The last PMQs before the general election offered a teaser for what to expect over the next six weeks. With Boris Johnson keen to fight the incoming election on a promise to get Brexit done so the UK can focus on domestic issues, it's clear Jeremy Corbyn plans to respond by suggesting the Prime Minister's Brexit would be damaging to public services. Top of that list is the NHS.
The Labour leader used the final session to lead on the NHS – suggesting the Prime Minister's 'sell-out deal' with Donald Trump would mean NHS money going into private profit. Corbyn pointed to a recent Channel 4 Dispatches investigation to claim the government had been discussing the health service with US officials. He suggested that despite the government's repeated declarations the NHS would not be up for discussion in trade discussions it clearly is. Johnson disputed the allegations and said the NHS – as he, Liz Truss and Matt Hancock had previously suggested – would not be part of any trade deal. Corbyn refused to back down in what became a bad tempered exchange.

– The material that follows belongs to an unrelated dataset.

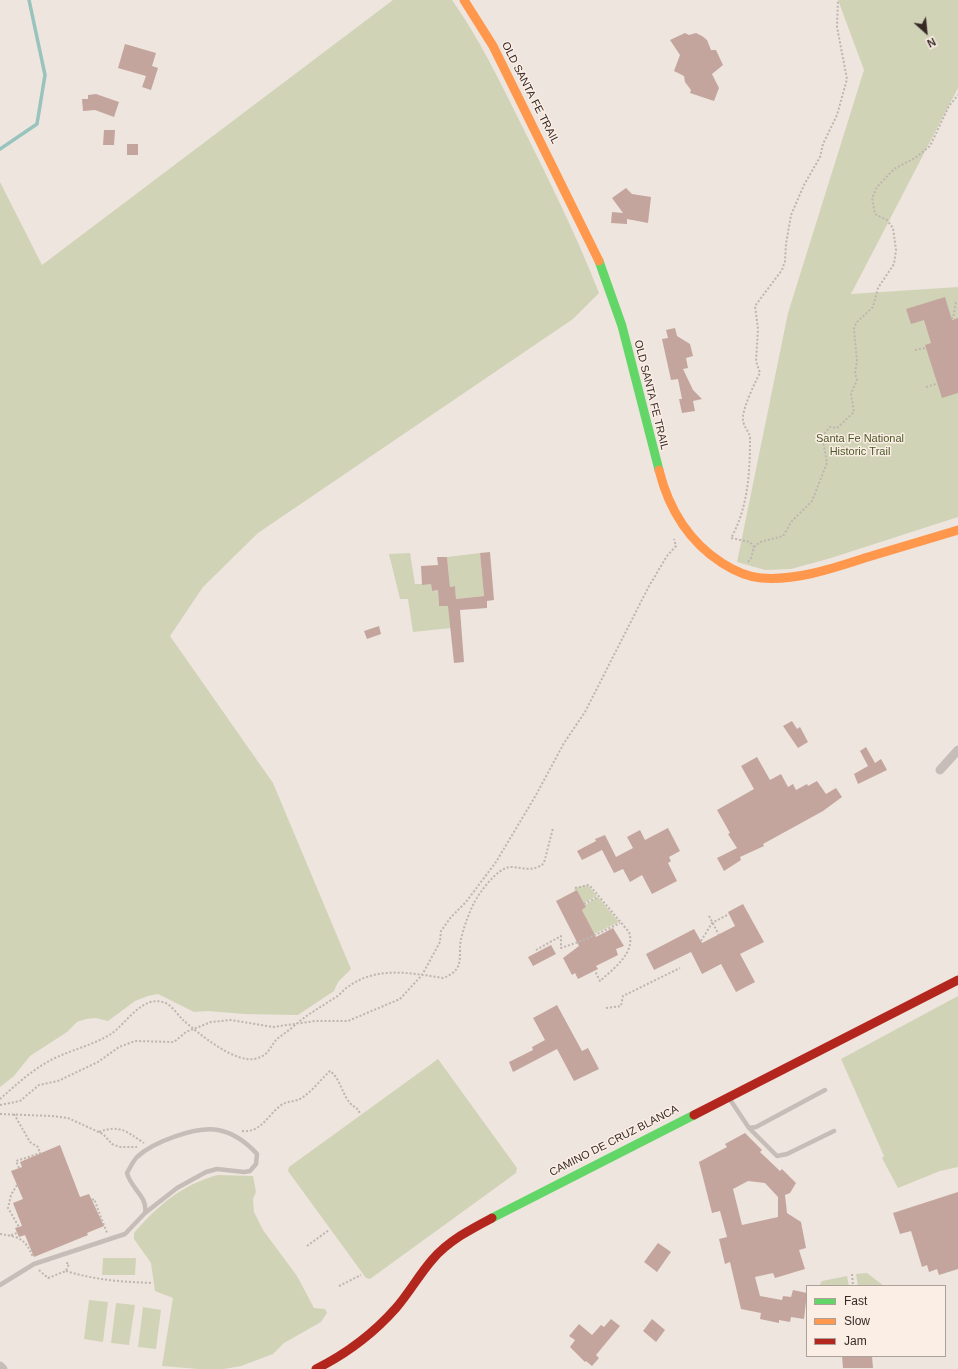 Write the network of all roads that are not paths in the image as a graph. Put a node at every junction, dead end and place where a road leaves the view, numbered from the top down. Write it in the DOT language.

As I say in today's i paper, the Conservatives are braced for the NHS to be a key attack line during the campaign. They expect Labour to conduct a campaign accusing them of secretly planning to sell off the National Health Service in pursuit of a US/UK trade deal, something that government ministers have repeatedly denied. There's worry the claims could spread easily on social media.
Today Johnson's reply was to say it was rubbish and talk about the way the government funds the NHS – something he argues wouldn't happen under Labour.
However if Jeremy Corbyn persists in a sustained campaign centred around the Tories lowering living standards as a result of Brexit, the Conservatives will need to do more than just say it's rubbish in response – they will need to explain to voters why.